ALL memory allocation and deallocation happens via the driver. It is well within their power to deallocate memory that is no longer in use.

Currently most games use more memory than is needed because in most cases people have plenty of it. Its actually very interesting that The Witcher 3 uses so little vram compared to GTV V. Shows the CDPR Devs payed attention to memory consumption.

Last I knew, they didn't have a garbage collector in the driver. Now, if they somehow know what is being referenced, why aren't they cleaning it up already? My question is really basic here: if it is so easy to tell what resources in VRAM are needed, why isn't it already a driver bug that so much VRAM is needed? Why isn't it already a driver bug to go and release memory that is no longer referenced?

Saying that the Witcher 3 game uses less memory than GTA V doesn't lead you to "the driver can free it" - I would assume the rendering engine itself is responsible for knowing what is in VRAM and managing that memory. Where does the driver get information on what is currently being referenced?

https://msdn.microsoft.com/en-us/library/windows/desktop/ee418784(v=vs.85).aspx

The majority of your resources should be created as managed resources in POOL_MANAGED. All your resources will be created in system memory and then copied as needed into video memory. Lost-device situations will be handled automatically from the system memory copy. Since not all managed resources are required to fit into video memory all at once, you can over-commit memory where a smaller video memory working set of resources is all that is required to render in any given frame...

...The runtime keeps a timestamp for the last time a resource is used, and when a video memory allocation fails for loading a needed managed resource, it will release resources based on this timestamp in a LRU fashion. Usage of SetPriority takes precedence over the timestamp, so more commonly used resources should be set to a higher priority value...

...Proper priorities can help eliminate situations where something gets evicted and then is required again shortly thereafter.

Direct3D drivers are free to implement the driver managed textures capability, indicated by D3DCAPS2_CANMANAGERESOURCE, which allows the driver to handle the resource management instead of the runtime. For the (rare) driver that implements this feature, the exact behavior of the driver's resource manager can vary widely, and you should contact the driver's vendor for details on how this works for their implementation.
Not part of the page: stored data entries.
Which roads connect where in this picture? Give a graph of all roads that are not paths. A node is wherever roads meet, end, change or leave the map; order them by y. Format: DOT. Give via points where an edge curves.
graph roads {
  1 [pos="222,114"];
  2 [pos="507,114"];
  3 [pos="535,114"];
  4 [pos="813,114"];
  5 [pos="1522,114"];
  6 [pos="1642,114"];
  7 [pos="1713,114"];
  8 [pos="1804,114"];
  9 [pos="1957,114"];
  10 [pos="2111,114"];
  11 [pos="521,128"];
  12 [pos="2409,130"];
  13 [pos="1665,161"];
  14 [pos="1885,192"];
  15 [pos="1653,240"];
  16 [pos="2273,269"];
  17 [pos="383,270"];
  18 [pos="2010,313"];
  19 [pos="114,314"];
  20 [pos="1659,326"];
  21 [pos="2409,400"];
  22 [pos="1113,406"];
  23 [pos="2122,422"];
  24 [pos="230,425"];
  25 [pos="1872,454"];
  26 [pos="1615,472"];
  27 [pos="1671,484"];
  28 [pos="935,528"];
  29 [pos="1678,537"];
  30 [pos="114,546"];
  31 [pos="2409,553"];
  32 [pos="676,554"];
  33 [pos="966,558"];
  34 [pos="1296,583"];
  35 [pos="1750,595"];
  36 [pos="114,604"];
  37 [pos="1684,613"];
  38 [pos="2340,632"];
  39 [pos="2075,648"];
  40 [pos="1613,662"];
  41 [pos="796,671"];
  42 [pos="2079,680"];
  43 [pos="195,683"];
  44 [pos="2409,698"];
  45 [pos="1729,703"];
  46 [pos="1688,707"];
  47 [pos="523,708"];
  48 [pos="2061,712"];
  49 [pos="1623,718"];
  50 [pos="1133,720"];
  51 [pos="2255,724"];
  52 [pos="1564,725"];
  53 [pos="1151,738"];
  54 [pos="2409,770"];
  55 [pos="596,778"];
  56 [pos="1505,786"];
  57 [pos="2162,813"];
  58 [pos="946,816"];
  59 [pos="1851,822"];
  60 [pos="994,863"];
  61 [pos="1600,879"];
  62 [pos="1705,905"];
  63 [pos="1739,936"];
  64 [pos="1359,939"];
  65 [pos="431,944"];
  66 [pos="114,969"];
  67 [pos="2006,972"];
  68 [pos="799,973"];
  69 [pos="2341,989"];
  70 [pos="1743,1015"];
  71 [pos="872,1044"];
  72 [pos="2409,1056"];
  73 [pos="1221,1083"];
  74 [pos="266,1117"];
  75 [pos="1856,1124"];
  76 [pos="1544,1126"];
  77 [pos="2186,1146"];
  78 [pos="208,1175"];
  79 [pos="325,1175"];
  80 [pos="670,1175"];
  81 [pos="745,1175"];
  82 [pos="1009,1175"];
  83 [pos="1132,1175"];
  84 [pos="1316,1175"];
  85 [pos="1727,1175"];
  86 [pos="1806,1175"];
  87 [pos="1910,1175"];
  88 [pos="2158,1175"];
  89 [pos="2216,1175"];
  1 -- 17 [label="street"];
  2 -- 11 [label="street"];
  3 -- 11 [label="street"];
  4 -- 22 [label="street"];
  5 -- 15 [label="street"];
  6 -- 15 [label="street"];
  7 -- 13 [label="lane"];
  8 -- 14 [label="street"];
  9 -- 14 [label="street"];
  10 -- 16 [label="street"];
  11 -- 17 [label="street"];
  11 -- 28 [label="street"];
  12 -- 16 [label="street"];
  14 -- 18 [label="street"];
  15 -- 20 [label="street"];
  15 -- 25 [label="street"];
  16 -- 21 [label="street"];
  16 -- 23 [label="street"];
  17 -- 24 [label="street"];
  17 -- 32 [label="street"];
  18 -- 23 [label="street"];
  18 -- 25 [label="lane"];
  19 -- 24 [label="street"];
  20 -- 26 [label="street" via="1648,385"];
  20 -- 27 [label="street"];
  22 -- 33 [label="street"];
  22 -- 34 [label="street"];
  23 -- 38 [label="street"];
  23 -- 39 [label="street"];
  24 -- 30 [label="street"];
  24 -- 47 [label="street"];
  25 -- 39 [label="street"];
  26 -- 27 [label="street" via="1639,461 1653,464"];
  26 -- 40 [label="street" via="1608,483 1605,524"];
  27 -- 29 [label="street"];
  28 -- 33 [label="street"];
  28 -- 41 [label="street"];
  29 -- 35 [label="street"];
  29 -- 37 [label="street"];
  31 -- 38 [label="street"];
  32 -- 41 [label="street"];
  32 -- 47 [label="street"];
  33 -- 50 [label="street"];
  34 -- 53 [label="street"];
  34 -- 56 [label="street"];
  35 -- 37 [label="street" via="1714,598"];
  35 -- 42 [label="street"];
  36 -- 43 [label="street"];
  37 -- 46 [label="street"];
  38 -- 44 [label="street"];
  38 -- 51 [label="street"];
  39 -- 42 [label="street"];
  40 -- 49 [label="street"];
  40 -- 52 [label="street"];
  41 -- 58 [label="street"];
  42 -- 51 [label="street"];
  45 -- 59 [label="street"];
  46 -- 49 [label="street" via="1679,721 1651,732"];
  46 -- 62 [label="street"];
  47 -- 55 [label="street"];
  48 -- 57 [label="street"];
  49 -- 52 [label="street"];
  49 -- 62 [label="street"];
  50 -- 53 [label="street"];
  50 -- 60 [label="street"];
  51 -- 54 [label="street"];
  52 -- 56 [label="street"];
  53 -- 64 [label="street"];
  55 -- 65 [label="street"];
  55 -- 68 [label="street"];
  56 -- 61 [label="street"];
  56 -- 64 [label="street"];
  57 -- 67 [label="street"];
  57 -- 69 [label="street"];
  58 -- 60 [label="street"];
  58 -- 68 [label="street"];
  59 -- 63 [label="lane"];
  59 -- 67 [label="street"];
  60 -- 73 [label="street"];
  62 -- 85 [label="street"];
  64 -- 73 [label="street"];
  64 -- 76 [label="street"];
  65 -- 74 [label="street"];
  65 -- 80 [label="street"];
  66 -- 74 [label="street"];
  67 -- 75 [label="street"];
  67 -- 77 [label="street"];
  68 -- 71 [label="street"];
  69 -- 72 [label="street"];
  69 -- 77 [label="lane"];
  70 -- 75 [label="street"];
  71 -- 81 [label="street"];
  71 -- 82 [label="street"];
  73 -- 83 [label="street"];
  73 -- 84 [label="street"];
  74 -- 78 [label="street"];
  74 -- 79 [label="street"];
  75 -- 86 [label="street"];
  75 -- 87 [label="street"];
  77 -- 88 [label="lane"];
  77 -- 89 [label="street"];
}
This sounds like a pretty common sense model. I don't see from here where the driver can suddenly gain info on what can be removed, given MS is implying that drivers handling memory management are rare. It seems to be more common sense to me to just have an excess of VRAM and shove everything in there to lower the chances of a resource being "evicted" and then required a couple of frames later. Which is the risk AMD is going to run, if they're going to be releasing/evicting a lot of resources.
 

Glo.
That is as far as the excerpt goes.